Любовь одна, как смерть одна.
Сначала Мережковский и Гиппиус договорились, что он будет писать стихи, она – прозу, но жизнь внесла свои коррективы: она начала переводить байроновского «Манфреда», но перевод ей не удавался, а у Мережковского появились идея писать историко-философский, историко-религиозный роман о Юлиане Отступнике – один из первых русских романов в этом жанре. Ему требовалось много времени и сил для работы, а Гиппиус стала основным добытчиком в семье, публикуя беллетристику, которую у нее охотно брали журналы.
В этот же период Дмитрий Мережковский активно разрабатывал теорию символизма, выступив с лекцией, которая вскоре была несколько раз издана в печати – «О причинах упадка и о новых течениях современной русской литературы», где утверждал: «В поэзии то, что не сказано и мерцает сквозь красоту символа, действует сильнее на сердце, чем то, что выражено словами. Символизм делает самый стиль, самое художественное вещество поэзии одухотворенным, прозрачным…».

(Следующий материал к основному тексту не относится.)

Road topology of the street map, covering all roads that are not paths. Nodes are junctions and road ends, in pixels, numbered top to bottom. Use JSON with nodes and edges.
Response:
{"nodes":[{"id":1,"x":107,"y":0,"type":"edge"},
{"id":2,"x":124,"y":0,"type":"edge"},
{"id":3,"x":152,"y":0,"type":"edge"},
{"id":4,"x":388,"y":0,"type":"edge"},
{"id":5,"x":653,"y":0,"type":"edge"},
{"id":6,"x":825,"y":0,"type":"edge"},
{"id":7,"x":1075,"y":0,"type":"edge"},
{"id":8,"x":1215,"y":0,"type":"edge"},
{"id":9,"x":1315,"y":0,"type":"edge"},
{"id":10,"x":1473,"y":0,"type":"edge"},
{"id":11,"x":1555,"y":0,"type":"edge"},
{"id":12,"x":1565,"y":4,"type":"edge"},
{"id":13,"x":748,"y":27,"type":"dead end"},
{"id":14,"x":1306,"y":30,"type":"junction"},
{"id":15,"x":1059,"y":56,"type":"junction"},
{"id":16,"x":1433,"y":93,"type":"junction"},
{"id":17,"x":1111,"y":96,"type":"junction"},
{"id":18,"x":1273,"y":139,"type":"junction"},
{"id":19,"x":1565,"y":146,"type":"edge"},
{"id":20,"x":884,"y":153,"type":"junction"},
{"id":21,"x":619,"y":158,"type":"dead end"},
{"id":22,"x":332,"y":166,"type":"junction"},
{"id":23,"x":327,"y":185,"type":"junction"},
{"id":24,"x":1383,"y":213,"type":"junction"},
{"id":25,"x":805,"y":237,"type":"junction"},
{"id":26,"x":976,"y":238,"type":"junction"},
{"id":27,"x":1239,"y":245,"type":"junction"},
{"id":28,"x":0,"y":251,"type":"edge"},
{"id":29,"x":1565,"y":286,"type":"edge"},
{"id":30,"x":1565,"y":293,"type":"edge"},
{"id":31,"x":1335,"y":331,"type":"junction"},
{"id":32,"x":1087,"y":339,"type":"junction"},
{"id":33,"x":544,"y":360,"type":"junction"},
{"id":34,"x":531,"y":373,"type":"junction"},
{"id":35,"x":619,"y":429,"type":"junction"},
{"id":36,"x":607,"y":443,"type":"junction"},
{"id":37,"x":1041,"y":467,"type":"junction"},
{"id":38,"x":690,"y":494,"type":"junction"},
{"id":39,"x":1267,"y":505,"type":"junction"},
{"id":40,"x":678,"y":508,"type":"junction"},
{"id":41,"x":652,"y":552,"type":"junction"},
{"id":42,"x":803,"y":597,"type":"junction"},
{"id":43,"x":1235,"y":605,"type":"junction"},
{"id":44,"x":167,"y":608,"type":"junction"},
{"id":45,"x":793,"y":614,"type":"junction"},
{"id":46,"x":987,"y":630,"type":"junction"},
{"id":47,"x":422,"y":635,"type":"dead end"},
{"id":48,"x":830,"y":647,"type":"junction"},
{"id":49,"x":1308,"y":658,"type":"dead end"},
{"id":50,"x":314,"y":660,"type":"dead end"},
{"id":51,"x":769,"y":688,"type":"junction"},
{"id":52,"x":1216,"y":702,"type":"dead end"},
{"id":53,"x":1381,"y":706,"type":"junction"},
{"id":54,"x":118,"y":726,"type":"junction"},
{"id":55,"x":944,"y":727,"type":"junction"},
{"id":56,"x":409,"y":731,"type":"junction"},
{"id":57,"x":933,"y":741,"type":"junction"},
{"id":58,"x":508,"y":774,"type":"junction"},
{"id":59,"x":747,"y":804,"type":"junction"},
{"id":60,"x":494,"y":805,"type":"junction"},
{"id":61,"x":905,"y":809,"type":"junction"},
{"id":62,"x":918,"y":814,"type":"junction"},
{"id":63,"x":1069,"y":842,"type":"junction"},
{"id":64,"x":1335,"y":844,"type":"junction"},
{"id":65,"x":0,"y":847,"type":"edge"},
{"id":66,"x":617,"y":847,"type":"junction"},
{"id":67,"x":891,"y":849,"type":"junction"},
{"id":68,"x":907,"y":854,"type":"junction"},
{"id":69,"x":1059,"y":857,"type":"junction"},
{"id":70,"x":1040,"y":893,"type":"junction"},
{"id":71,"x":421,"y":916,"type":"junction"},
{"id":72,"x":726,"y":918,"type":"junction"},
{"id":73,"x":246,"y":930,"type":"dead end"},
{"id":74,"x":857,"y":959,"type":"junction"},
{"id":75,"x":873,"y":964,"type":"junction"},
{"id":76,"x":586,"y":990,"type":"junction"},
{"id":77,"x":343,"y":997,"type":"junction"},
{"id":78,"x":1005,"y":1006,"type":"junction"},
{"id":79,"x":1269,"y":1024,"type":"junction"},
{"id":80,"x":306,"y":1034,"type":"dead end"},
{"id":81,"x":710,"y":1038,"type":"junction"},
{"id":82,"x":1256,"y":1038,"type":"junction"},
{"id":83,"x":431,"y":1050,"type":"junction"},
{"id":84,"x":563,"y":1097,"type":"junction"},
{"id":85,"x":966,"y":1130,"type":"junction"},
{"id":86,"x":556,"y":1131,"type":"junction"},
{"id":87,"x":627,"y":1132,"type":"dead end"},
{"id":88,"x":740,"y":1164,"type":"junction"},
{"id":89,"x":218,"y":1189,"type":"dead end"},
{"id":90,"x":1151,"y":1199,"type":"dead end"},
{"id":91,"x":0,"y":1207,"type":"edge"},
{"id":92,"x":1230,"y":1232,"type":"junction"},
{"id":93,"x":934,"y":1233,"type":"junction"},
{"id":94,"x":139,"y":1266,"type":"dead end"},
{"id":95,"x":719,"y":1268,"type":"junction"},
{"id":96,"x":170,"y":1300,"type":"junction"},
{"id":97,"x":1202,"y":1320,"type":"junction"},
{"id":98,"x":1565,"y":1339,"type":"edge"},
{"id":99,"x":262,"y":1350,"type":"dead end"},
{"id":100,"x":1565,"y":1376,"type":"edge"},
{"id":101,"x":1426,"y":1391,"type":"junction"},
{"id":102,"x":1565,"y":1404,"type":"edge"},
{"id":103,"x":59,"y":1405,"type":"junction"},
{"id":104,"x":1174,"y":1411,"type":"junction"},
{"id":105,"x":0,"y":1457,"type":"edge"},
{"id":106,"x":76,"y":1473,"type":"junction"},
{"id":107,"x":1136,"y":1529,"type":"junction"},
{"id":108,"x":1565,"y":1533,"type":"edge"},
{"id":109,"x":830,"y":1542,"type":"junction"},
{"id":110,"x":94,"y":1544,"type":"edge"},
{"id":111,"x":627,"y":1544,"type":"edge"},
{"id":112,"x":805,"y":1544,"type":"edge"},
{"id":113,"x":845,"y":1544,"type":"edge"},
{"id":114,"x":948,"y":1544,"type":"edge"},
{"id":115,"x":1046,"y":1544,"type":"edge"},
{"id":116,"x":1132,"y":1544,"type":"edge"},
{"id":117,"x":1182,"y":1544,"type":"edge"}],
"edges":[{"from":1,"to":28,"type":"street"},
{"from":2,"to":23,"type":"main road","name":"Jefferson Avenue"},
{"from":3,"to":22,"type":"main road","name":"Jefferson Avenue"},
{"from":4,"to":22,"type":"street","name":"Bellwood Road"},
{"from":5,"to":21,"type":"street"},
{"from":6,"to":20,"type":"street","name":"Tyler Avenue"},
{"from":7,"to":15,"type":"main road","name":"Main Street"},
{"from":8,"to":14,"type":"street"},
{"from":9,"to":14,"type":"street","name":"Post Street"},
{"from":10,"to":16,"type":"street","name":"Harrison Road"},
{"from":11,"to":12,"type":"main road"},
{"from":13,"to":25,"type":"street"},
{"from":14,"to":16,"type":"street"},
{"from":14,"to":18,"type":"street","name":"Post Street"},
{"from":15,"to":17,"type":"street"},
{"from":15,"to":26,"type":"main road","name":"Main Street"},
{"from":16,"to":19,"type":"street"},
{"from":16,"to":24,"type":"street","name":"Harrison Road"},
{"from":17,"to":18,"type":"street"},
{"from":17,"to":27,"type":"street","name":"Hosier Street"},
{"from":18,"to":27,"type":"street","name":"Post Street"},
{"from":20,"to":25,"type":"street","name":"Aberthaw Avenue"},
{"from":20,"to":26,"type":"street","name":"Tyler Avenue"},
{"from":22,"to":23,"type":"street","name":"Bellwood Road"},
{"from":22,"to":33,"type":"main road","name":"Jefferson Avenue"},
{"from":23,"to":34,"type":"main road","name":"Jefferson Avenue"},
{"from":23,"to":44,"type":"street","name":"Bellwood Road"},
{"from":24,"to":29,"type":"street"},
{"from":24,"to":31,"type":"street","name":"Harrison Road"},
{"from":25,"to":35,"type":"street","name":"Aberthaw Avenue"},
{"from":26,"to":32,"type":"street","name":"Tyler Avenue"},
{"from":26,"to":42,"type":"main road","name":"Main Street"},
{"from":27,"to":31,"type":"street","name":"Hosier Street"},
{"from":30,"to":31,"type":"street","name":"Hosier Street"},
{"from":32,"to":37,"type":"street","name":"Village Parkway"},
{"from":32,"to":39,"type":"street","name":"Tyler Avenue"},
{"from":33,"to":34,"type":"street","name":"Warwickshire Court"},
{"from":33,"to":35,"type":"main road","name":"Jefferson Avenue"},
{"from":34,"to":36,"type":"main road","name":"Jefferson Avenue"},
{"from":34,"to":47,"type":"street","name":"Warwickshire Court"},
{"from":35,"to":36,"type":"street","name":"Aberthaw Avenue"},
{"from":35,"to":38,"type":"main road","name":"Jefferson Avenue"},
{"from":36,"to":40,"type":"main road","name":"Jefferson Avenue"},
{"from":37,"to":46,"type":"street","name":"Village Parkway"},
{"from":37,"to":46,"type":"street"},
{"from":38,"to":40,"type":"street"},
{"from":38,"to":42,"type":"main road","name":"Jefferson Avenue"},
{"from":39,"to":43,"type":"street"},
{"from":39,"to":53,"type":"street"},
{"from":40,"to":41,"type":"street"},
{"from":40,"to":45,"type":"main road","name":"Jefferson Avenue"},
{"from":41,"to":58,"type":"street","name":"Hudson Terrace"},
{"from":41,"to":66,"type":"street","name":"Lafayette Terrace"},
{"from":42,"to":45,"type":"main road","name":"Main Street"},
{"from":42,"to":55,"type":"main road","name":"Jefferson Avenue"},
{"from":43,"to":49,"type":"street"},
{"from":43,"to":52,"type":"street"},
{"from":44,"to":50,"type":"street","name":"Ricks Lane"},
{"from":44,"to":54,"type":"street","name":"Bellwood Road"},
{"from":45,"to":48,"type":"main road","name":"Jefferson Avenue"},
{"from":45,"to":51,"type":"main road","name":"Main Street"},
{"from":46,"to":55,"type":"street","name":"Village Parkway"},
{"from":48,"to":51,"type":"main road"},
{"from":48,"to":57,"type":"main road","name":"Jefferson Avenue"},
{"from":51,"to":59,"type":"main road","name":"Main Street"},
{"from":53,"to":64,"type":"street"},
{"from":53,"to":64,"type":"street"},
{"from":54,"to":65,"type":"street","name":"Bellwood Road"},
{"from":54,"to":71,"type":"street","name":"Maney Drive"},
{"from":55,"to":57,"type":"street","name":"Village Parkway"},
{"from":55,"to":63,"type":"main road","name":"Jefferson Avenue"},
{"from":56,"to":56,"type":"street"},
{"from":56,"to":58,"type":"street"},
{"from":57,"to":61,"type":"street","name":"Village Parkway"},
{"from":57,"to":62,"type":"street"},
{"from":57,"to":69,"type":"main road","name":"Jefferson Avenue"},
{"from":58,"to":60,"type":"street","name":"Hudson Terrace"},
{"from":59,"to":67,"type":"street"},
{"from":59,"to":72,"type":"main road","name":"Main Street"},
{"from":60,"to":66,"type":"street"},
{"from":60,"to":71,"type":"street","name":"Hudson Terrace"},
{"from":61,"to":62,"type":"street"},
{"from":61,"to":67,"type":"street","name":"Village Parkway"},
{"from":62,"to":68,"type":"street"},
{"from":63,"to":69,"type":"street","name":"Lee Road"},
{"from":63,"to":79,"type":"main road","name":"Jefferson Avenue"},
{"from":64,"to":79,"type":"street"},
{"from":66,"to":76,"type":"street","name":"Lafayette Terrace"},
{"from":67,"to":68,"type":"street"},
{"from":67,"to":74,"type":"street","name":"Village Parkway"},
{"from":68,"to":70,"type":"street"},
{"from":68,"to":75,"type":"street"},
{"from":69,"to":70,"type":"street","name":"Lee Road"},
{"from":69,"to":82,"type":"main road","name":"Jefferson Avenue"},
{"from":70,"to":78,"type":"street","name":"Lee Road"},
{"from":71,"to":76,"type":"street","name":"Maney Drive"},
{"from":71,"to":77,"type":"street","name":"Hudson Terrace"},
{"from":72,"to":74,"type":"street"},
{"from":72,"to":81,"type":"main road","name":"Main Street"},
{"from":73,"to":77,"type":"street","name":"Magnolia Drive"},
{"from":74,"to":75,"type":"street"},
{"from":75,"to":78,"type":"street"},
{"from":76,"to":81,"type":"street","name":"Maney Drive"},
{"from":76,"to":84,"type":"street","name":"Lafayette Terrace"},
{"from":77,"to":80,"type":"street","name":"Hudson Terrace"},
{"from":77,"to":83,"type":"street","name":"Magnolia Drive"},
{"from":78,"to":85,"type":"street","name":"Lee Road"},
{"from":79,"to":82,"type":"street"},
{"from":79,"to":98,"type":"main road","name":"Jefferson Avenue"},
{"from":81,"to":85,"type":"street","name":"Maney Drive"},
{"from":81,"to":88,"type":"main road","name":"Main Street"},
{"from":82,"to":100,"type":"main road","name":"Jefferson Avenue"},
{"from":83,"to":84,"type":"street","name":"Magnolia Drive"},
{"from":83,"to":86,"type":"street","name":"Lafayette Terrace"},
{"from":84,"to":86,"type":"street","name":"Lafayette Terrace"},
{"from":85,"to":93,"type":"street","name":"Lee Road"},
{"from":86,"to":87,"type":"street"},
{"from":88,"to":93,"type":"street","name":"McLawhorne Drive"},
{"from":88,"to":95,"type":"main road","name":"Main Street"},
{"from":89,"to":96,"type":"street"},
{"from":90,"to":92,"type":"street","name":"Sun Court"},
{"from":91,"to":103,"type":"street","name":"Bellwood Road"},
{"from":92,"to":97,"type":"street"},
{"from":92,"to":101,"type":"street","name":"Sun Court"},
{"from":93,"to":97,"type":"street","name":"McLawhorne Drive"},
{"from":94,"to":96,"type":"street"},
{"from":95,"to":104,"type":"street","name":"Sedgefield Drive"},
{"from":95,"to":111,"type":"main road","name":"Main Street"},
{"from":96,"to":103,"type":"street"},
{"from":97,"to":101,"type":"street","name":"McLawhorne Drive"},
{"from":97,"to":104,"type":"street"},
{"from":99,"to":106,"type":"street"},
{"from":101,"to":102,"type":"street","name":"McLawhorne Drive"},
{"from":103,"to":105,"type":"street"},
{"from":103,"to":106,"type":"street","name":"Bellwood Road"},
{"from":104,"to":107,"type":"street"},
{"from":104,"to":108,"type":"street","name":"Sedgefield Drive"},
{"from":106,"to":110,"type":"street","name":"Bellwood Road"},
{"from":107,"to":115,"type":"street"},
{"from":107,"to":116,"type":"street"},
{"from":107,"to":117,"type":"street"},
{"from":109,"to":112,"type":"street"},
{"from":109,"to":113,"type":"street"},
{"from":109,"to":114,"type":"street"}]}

В этой же лекции Мережковский также высказал мнение, что три составляющие нового искусства – мистическое содержание, язык символа и импрессионизм – присутствуют в творчестве Толстого, Тургенева, Достоевского, Гончарова, и поэтому модернизм можно считать продолжением русской литературной классики. Лекция эта сторонниками либерально-демократического направления в литературе была принята враждебно: автора обвинили в мракобесии.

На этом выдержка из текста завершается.